The domestic fowl provides a unique model for studying cellular mechanisms during follicular development and differentiation. Unlike mammalian counterparts, the single left ovary of the hen contains follicles of various sizes and developmental stages. The resting primordial follicles, pre-hierarchical growing follicles, pre-ovulatory follicles and the post-ovulation follicles are represented simultaneously in one reproductively active ovary. After the daily selection of a single follicle into the pre-ovulation hierarchy, the follicle size increased from 6–8 mm to 40 mm in 5–9 days until the final ovulation, therefore the growth rate likely approached the record for an animal cell [35]. Unlike corpus luteum formation in mammals, the post-ovulation follicles disappear within days, as it is difficult to find the 5th or 6th post-ovulation follicles in the experience of our group and others [12]. With this record rate of cell growth and degradation, there are extensive cellular alterations in ovarian follicles, including widespread cell and tissue remodelling, throughout the ovulation cycle in hens.
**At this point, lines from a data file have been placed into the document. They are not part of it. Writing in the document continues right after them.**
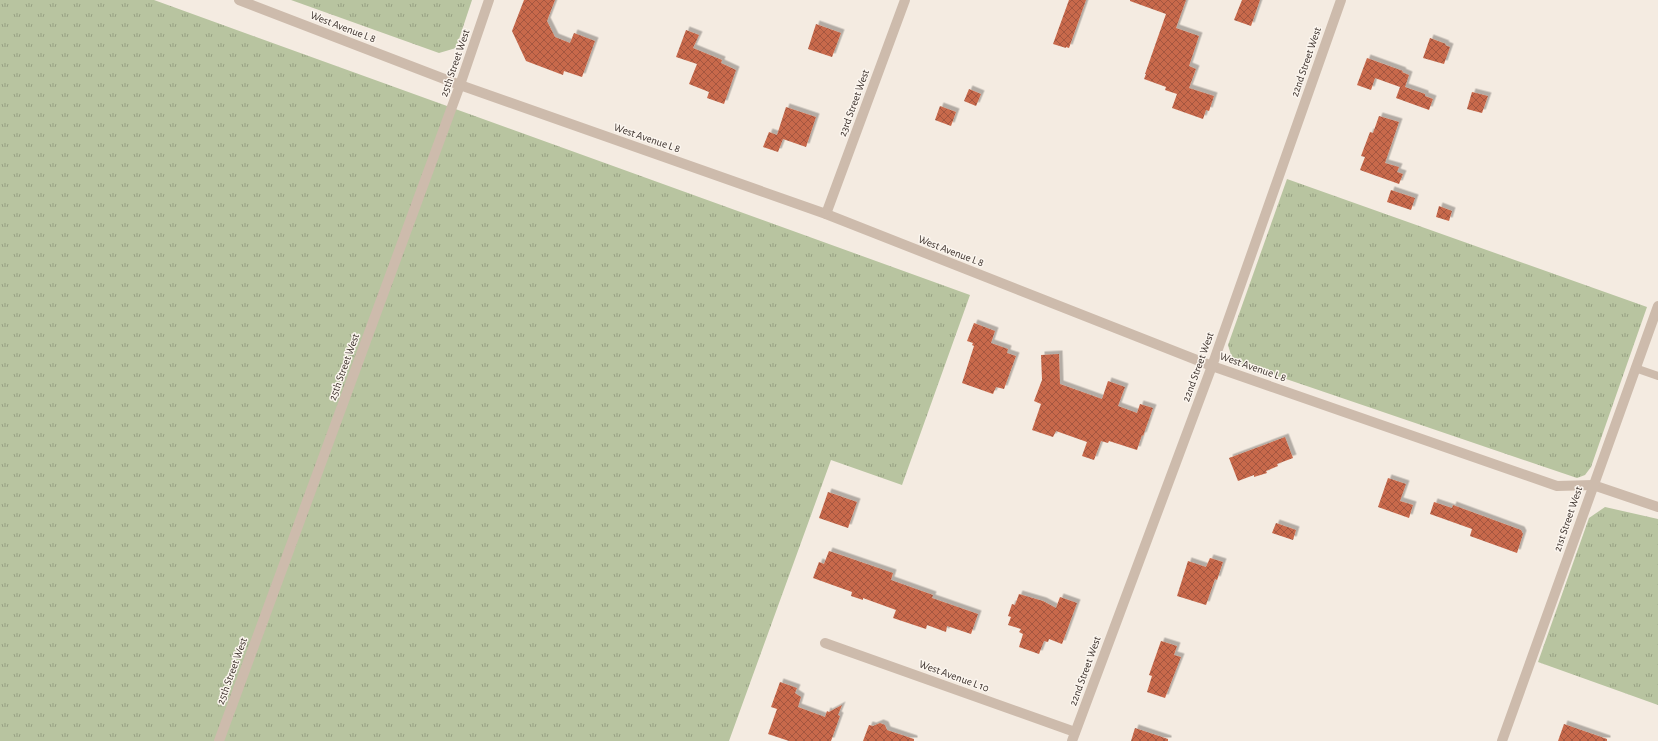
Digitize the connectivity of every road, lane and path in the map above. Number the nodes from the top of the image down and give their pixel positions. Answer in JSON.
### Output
{"nodes":[{"id":1,"x":239,"y":0,"type":"edge"},
{"id":2,"x":489,"y":0,"type":"edge"},
{"id":3,"x":905,"y":0,"type":"edge"},
{"id":4,"x":1341,"y":0,"type":"edge"},
{"id":5,"x":460,"y":85,"type":"junction"},
{"id":6,"x":826,"y":214,"type":"junction"},
{"id":7,"x":1658,"y":306,"type":"edge"},
{"id":8,"x":1212,"y":366,"type":"junction"},
{"id":9,"x":1635,"y":368,"type":"junction"},
{"id":10,"x":1658,"y":376,"type":"edge"},
{"id":11,"x":1593,"y":486,"type":"junction"},
{"id":12,"x":1658,"y":507,"type":"edge"},
{"id":13,"x":825,"y":642,"type":"dead end"},
{"id":14,"x":1074,"y":736,"type":"edge"},
{"id":15,"x":219,"y":741,"type":"edge"},
{"id":16,"x":1502,"y":741,"type":"edge"}],
"edges":[{"from":1,"to":5,"type":"street","name":"West Avenue L 8"},
{"from":2,"to":5,"type":"street","name":"25th Street West"},
{"from":3,"to":6,"type":"street","name":"23rd Street West"},
{"from":4,"to":8,"type":"street","name":"22nd Street West"},
{"from":5,"to":6,"type":"street","name":"West Avenue L 8"},
{"from":5,"to":15,"type":"street","name":"25th Street West"},
{"from":6,"to":8,"type":"street","name":"West Avenue L 8"},
{"from":7,"to":9,"type":"street","name":"21st Street West"},
{"from":8,"to":11,"type":"street","name":"West Avenue L 8"},
{"from":8,"to":14,"type":"street","name":"22nd Street West"},
{"from":9,"to":10,"type":"lane"},
{"from":9,"to":11,"type":"street","name":"21st Street West"},
{"from":11,"to":12,"type":"street","name":"West Avenue L 8"},
{"from":11,"to":16,"type":"street","name":"21st Street West"},
{"from":13,"to":14,"type":"street","name":"West Avenue L 10"}]}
The whole process also requires more finely controlled endocrine, paracrine and autocrine regulations in the streamlined hierarchical follicles of all different stages within the same ovary.

Given the paucity of studies of ECM characteristics in the follicles of the avian ovary, we studied the gonadotrophic regulation of CTGF during the ovulatory cycle as an indicator for its potential role in ECM restructuring during follicle development and regression in avian species. We first characterised the spatio-temporal expression of CTGF mRNA and protein in the hen ovary. Given the evidence that TGFβ interact with CTGF in a variety of cells [1], [19], we also studied the involvement of TGFβ in gonadotrophin-regulated CTGF expression in chicken granulosa cells. Our results revealed a stage-specific regulation that is distinct from mammalian regulation.